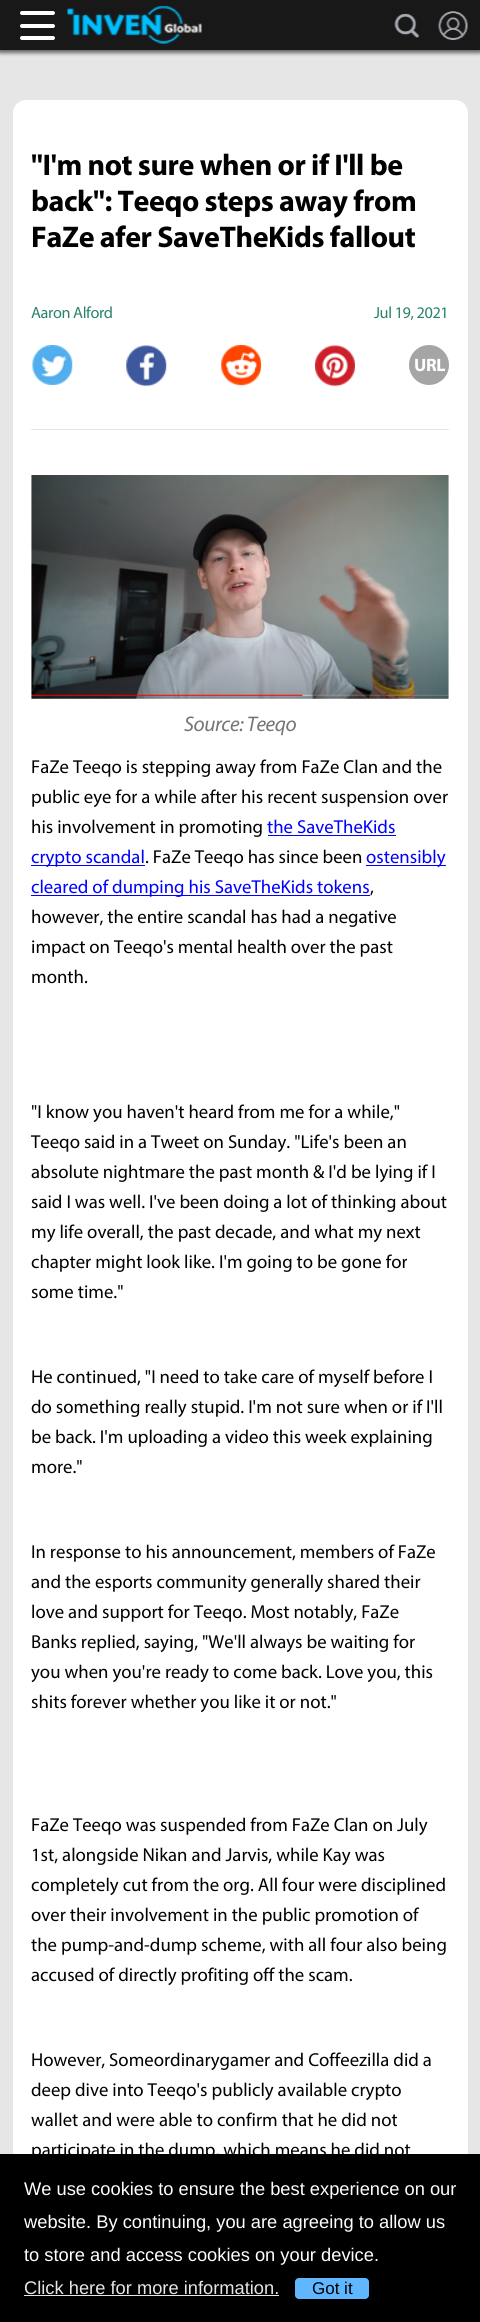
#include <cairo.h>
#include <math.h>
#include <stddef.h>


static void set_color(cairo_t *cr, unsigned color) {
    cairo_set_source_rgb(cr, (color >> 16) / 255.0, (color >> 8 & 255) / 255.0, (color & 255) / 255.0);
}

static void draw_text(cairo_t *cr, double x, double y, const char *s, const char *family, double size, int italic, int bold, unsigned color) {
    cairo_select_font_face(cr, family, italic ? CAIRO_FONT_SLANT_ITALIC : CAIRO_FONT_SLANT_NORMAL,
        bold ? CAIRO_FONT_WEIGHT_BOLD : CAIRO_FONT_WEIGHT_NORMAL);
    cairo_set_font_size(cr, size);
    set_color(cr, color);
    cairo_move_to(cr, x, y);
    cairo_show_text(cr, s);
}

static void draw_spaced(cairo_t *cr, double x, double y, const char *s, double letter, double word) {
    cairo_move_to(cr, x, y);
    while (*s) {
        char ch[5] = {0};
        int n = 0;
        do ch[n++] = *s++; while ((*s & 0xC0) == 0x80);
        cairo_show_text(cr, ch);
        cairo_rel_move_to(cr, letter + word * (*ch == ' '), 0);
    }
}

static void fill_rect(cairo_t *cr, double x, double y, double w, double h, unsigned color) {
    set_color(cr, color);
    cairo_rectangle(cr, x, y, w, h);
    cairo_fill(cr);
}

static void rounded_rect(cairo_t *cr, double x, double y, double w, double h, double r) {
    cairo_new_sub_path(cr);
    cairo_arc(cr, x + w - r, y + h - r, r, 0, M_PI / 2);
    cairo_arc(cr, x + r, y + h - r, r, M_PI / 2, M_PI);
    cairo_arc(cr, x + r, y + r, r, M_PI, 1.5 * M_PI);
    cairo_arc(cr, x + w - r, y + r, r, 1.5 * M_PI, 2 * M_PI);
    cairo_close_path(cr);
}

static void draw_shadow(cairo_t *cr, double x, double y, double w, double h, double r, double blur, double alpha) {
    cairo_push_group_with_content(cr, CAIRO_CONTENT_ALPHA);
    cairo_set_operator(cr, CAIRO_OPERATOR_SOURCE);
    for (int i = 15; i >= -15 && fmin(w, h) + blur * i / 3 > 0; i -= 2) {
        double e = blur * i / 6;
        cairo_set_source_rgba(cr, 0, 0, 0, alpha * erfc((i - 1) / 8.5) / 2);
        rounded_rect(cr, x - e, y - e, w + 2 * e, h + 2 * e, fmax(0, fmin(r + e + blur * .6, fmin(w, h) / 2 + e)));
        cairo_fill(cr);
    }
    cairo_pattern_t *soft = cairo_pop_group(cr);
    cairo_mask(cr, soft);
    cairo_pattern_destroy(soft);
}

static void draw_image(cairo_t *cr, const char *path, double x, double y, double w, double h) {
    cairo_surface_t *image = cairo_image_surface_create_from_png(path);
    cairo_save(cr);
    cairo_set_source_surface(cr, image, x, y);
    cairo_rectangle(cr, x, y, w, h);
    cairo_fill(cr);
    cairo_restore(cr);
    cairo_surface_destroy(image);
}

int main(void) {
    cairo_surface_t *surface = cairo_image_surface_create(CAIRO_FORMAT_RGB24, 480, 2322);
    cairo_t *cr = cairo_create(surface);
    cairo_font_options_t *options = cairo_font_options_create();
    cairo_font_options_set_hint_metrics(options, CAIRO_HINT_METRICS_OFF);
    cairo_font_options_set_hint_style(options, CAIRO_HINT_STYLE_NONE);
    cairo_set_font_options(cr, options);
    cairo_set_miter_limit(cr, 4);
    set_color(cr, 0xE6E6E6);
    cairo_paint(cr);
    set_color(cr, 0x464646);
    draw_shadow(cr, -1, 0, 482, 53, 0, 2, 0.8);
    fill_rect(cr, 0, 0, 480, 50, 0x181818);
    set_color(cr, 0xFFFFFF);
    rounded_rect(cr, 20, 11, 35, 4, 2);
    cairo_fill(cr);
    rounded_rect(cr, 20, 24, 35, 4, 2);
    cairo_fill(cr);
    rounded_rect(cr, 20, 36, 35, 4, 2);
    cairo_fill(cr);
    draw_image(cr, "assets/img1.png", 67, 6, 135, 38);
    draw_image(cr, "assets/img2.png", 394, 13, 26, 25);
    draw_image(cr, "assets/img3.png", 438, 11, 30, 29);
    rounded_rect(cr, 13, 100, 455, 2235, 13);
    cairo_fill(cr);
    fill_rect(cr, 31, 429, 418, 1, 0xE5E5E5);
    cairo_select_font_face(cr, "Myriad", CAIRO_FONT_SLANT_NORMAL, CAIRO_FONT_WEIGHT_BOLD);
    cairo_set_font_size(cr, 30);
    set_color(cr, 0x000000);
    draw_spaced(cr, 31, 175, "\"I'm not sure when or if I'll be", -0.4, 0);
    draw_spaced(cr, 31, 211, "back\": Teeqo steps away from", -0.4, 0);
    draw_spaced(cr, 31, 247, "FaZe afer SaveTheKids fallout", -0.4, 0);
    cairo_select_font_face(cr, "Myriad", CAIRO_FONT_SLANT_NORMAL, CAIRO_FONT_WEIGHT_NORMAL);
    cairo_set_font_size(cr, 16.25);
    set_color(cr, 0x2A836A);
    draw_spaced(cr, 31, 318, "Aaron Alford", -0.4, 0);
    draw_spaced(cr, 374, 318, "Jul 19, 2021", -0.4, 0);
    draw_image(cr, "assets/img4.png", 32, 345, 41, 40);
    draw_image(cr, "assets/img5.png", 126, 345, 41, 42);
    draw_image(cr, "assets/img6.png", 221, 345, 41, 41);
    draw_image(cr, "assets/img7.png", 315, 345, 40, 42);
    set_color(cr, 0xA5A5A5);
    cairo_arc(cr, 429, 365, 20, 0, 2 * M_PI);
    cairo_fill(cr);
    cairo_select_font_face(cr, "Myriad", CAIRO_FONT_SLANT_NORMAL, CAIRO_FONT_WEIGHT_BOLD);
    cairo_set_font_size(cr, 18);
    set_color(cr, 0xFFFFFF);
    draw_spaced(cr, 414, 371, "URL", -0.4, 0);
    draw_image(cr, "assets/img8.png", 31, 475, 418, 224);
    cairo_select_font_face(cr, "Myriad", CAIRO_FONT_SLANT_ITALIC, CAIRO_FONT_WEIGHT_NORMAL);
    cairo_set_font_size(cr, 21.25);
    set_color(cr, 0x757575);
    draw_spaced(cr, 184, 731, "Source: Teeqo", -0.4, 0);
    draw_text(cr, 31, 773, "FaZe Teeqo is stepping away from FaZe Clan and the", "Myriad", 18.75, 0, 0, 0x000000);
    draw_text(cr, 31, 803, "public eye for a while after his recent suspension over", "Myriad", 18.75, 0, 0, 0x000000);
    draw_text(cr, 31, 833, "his involvement in promoting", "Myriad", 18.75, 0, 0, 0x000000);
    draw_text(cr, 267, 833, "the SaveTheKids", "Myriad", 18.75, 0, 0, 0x0000FF);
    fill_rect(cr, 268, 835, 128, 1, 0x0000FF);
    fill_rect(cr, 31, 865, 114, 1, 0x0000FF);
    draw_text(cr, 31, 863, "crypto scandal", "Myriad", 18.75, 0, 0, 0x0000FF);
    draw_text(cr, 145, 863, ". FaZe Teeqo has since been", "Myriad", 18.75, 0, 0, 0x000000);
    fill_rect(cr, 366, 865, 80, 1, 0x0000FF);
    draw_text(cr, 366, 863, "ostensibly", "Myriad", 18.75, 0, 0, 0x0000FF);
    fill_rect(cr, 31, 895, 339, 1, 0x0000FF);
    draw_text(cr, 31, 893, "cleared of dumping his SaveTheKids tokens", "Myriad", 18.75, 0, 0, 0x0000FF);
    draw_text(cr, 370, 893, ",", "Myriad", 18.75, 0, 0, 0x000000);
    draw_text(cr, 31, 923, "however, the entire scandal has had a negative", "Myriad", 18.75, 0, 0, 0x000000);
    draw_text(cr, 31, 953, "impact on Teeqo's mental health over the past", "Myriad", 18.75, 0, 0, 0x000000);
    draw_text(cr, 31, 983, "month.", "Myriad", 18.75, 0, 0, 0x000000);
    draw_text(cr, 31, 1118, "\"I know you haven't heard from me for a while,\"", "Myriad", 18.75, 0, 0, 0x000000);
    draw_text(cr, 31, 1148, "Teeqo said in a Tweet on Sunday. \"Life's been an", "Myriad", 18.75, 0, 0, 0x000000);
    draw_text(cr, 31, 1178, "absolute nightmare the past month & I'd be lying if I", "Myriad", 18.75, 0, 0, 0x000000);
    draw_text(cr, 31, 1208, "said I was well. I've been doing a lot of thinking about", "Myriad", 18.75, 0, 0, 0x000000);
    draw_text(cr, 31, 1238, "my life overall, the past decade, and what my next", "Myriad", 18.75, 0, 0, 0x000000);
    draw_text(cr, 31, 1268, "chapter might look like. I'm going to be gone for", "Myriad", 18.75, 0, 0, 0x000000);
    draw_text(cr, 31, 1298, "some time.\"", "Myriad", 18.75, 0, 0, 0x000000);
    draw_text(cr, 31, 1383, "He continued, \"I need to take care of myself before I", "Myriad", 18.75, 0, 0, 0x000000);
    draw_text(cr, 31, 1413, "do something really stupid. I'm not sure when or if I'll", "Myriad", 18.75, 0, 0, 0x000000);
    draw_text(cr, 31, 1443, "be back. I'm uploading a video this week explaining", "Myriad", 18.75, 0, 0, 0x000000);
    draw_text(cr, 31, 1473, "more.\"", "Myriad", 18.75, 0, 0, 0x000000);
    draw_text(cr, 31, 1558, "In response to his announcement, members of FaZe", "Myriad", 18.75, 0, 0, 0x000000);
    draw_text(cr, 31, 1588, "and the esports community generally shared their", "Myriad", 18.75, 0, 0, 0x000000);
    draw_text(cr, 31, 1618, "love and support for Teeqo. Most notably, FaZe", "Myriad", 18.75, 0, 0, 0x000000);
    draw_text(cr, 31, 1648, "Banks replied, saying, \"We'll always be waiting for", "Myriad", 18.75, 0, 0, 0x000000);
    draw_text(cr, 31, 1678, "you when you're ready to come back. Love you, this", "Myriad", 18.75, 0, 0, 0x000000);
    draw_text(cr, 31, 1708, "shits forever whether you like it or not.\"", "Myriad", 18.75, 0, 0, 0x000000);
    draw_text(cr, 31, 1831, "FaZe Teeqo was suspended from FaZe Clan on July", "Myriad", 18.75, 0, 0, 0x000000);
    draw_text(cr, 31, 1861, "1st, alongside Nikan and Jarvis, while Kay was", "Myriad", 18.75, 0, 0, 0x000000);
    draw_text(cr, 31, 1891, "completely cut from the org. All four were disciplined", "Myriad", 18.75, 0, 0, 0x000000);
    draw_text(cr, 31, 1921, "over their involvement in the public promotion of", "Myriad", 18.75, 0, 0, 0x000000);
    draw_text(cr, 31, 1951, "the pump-and-dump scheme, with all four also being", "Myriad", 18.75, 0, 0, 0x000000);
    draw_text(cr, 31, 1981, "accused of directly profiting off the scam.", "Myriad", 18.75, 0, 0, 0x000000);
    draw_text(cr, 31, 2066, "However, Someordinarygamer and Coffeezilla did a", "Myriad", 18.75, 0, 0, 0x000000);
    draw_text(cr, 31, 2096, "deep dive into Teeqo's publicly available crypto", "Myriad", 18.75, 0, 0, 0x000000);
    draw_text(cr, 31, 2126, "wallet and were able to confirm that he did not", "Myriad", 18.75, 0, 0, 0x000000);
    draw_text(cr, 31, 2156, "participate in the dump, which means he did not", "Myriad", 18.75, 0, 0, 0x000000);
    fill_rect(cr, 0, 2154, 480, 168, 0x000000);
    draw_text(cr, 24, 2195, "We use cookies to ensure the best experience on our", "Liberation Sans", 18.3, 0, 0, 0xFFFFFF);
    draw_text(cr, 24, 2228, "website. By continuing, you are agreeing to allow us", "Liberation Sans", 18.3, 0, 0, 0xFFFFFF);
    draw_text(cr, 24, 2261, "to store and access cookies on your device.", "Liberation Sans", 18.3, 0, 0, 0xFFFFFF);
    draw_text(cr, 24, 2294, "Click here for more information.", "Liberation Sans", 18.3, 0, 0, 0xE6E6E6);
    fill_rect(cr, 24, 2295, 255, 1, 0xE6E6E6);
    set_color(cr, 0x61B7FF);
    rounded_rect(cr, 295, 2278, 74, 21, 4);
    cairo_fill(cr);
    draw_text(cr, 312, 2294, "Got it", "Liberation Sans", 17, 0, 0, 0x000000);
    cairo_surface_write_to_png(surface, "output.png");
    cairo_font_options_destroy(options);
    cairo_destroy(cr);
    cairo_surface_destroy(surface);
    return 0;
}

········

■ Activity:
Quote the data above from the line containing "cairo_show_text(cr, s);" to the line containing "cairo_arc(cr, x + r, y + r, r, M_PI, 1.5", inclusive, and stop.

■ Task output:
    cairo_show_text(cr, s);
}

static void draw_spaced(cairo_t *cr, double x, double y, const char *s, double letter, double word) {
    cairo_move_to(cr, x, y);
    while (*s) {
        char ch[5] = {0};
        int n = 0;
        do ch[n++] = *s++; while ((*s & 0xC0) == 0x80);
        cairo_show_text(cr, ch);
        cairo_rel_move_to(cr, letter + word * (*ch == ' '), 0);
    }
}

static void fill_rect(cairo_t *cr, double x, double y, double w, double h, unsigned color) {
    set_color(cr, color);
    cairo_rectangle(cr, x, y, w, h);
    cairo_fill(cr);
}

static void rounded_rect(cairo_t *cr, double x, double y, double w, double h, double r) {
    cairo_new_sub_path(cr);
    cairo_arc(cr, x + w - r, y + h - r, r, 0, M_PI / 2);
    cairo_arc(cr, x + r, y + h - r, r, M_PI / 2, M_PI);
    cairo_arc(cr, x + r, y + r, r, M_PI, 1.5 * M_PI);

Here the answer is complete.